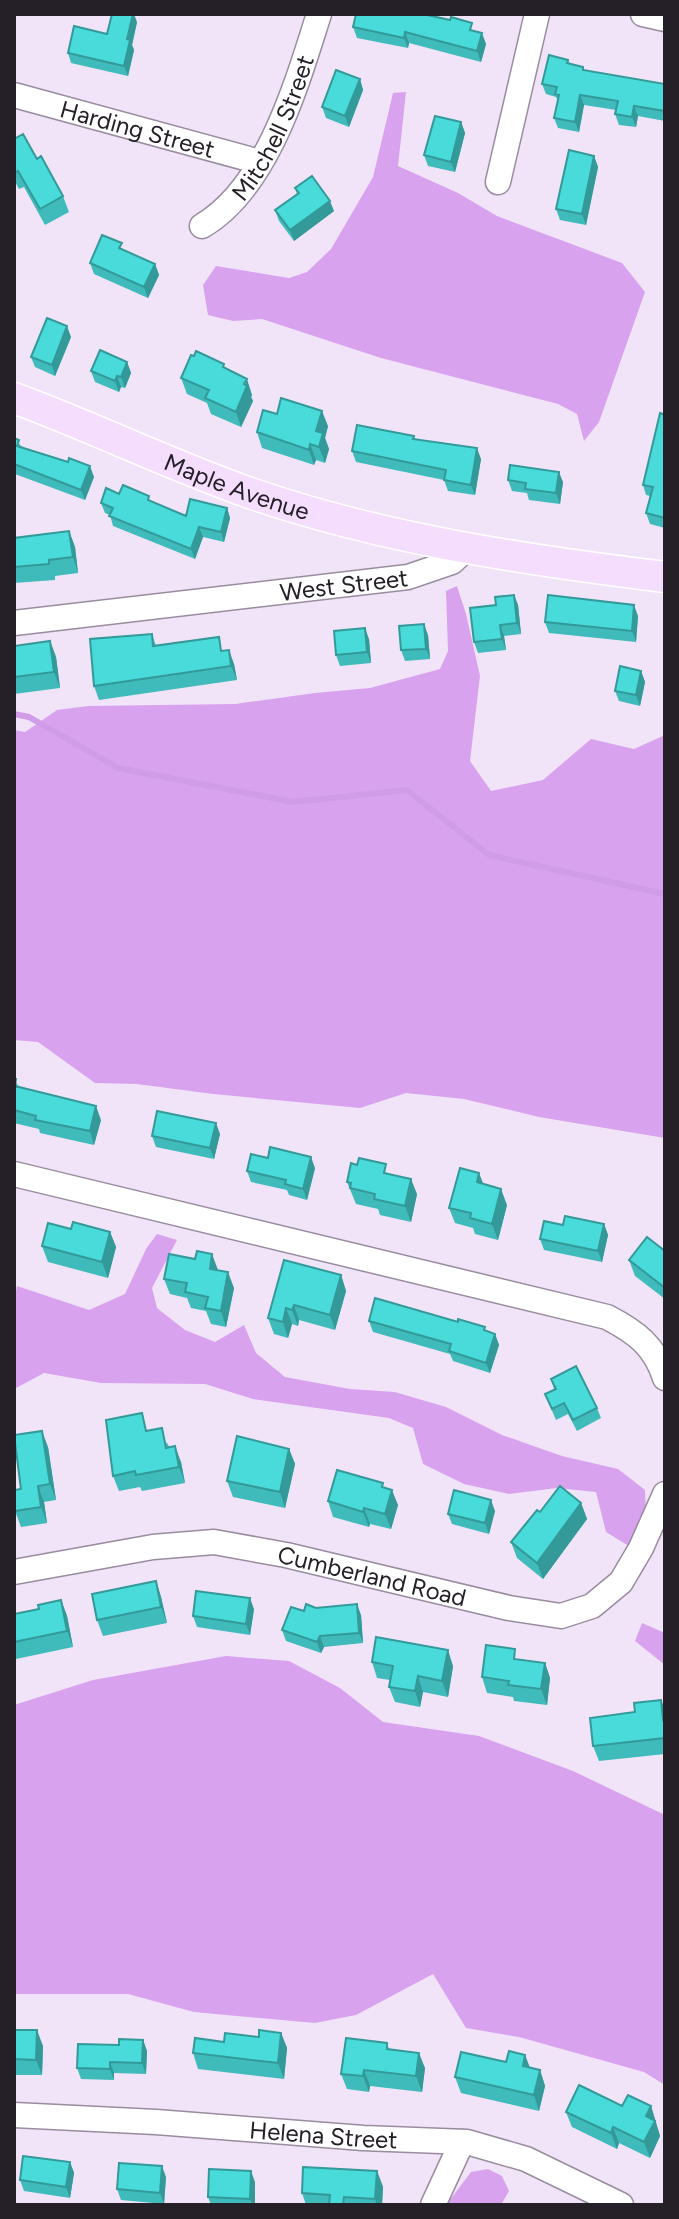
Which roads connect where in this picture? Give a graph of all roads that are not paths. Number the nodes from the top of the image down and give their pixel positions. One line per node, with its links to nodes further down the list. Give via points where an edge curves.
1 (319, 14): 6 (street, Mitchell Street, via 291,100)
2 (537, 14): 7 (street)
3 (643, 14): 4 (street)
4 (665, 19)
5 (14, 95): 6 (street, Harding Street)
6 (260, 162): 8 (street, Mitchell Street, via 224,210)
7 (498, 182)
8 (202, 226)
9 (14, 398): 10 (main road, Maple Avenue, via 250,493)
10 (468, 547): 11 (main road); 12 (street, West Street, via 452,562 408,577)
11 (665, 577)
12 (14, 623)
13 (14, 1174): 14 (street, via 607,1317 653,1351)
14 (665, 1378)
15 (665, 1494): 16 (street, Cumberland Road, via 621,1582 592,1606 561,1616 214,1542 153,1547)
16 (14, 1572)
17 (14, 2115): 18 (street, Helena Street)
18 (462, 2142): 19 (street); 20 (street, Helena Street, via 526,2159)
19 (433, 2205)
20 (621, 2205)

----

__What to produce__.
Once the pictures are set aside, restate the remaining data above exactly.

__Reply__.
Which roads connect where in this picture? Give a graph of all roads that are not paths. Number the nodes from the top of the image down and give their pixel positions. One line per node, with its links to nodes further down the list. Give via points where an edge curves.
1 (319, 14): 6 (street, Mitchell Street, via 291,100)
2 (537, 14): 7 (street)
3 (643, 14): 4 (street)
4 (665, 19)
5 (14, 95): 6 (street, Harding Street)
6 (260, 162): 8 (street, Mitchell Street, via 224,210)
7 (498, 182)
8 (202, 226)
9 (14, 398): 10 (main road, Maple Avenue, via 250,493)
10 (468, 547): 11 (main road); 12 (street, West Street, via 452,562 408,577)
11 (665, 577)
12 (14, 623)
13 (14, 1174): 14 (street, via 607,1317 653,1351)
14 (665, 1378)
15 (665, 1494): 16 (street, Cumberland Road, via 621,1582 592,1606 561,1616 214,1542 153,1547)
16 (14, 1572)
17 (14, 2115): 18 (street, Helena Street)
18 (462, 2142): 19 (street); 20 (street, Helena Street, via 526,2159)
19 (433, 2205)
20 (621, 2205)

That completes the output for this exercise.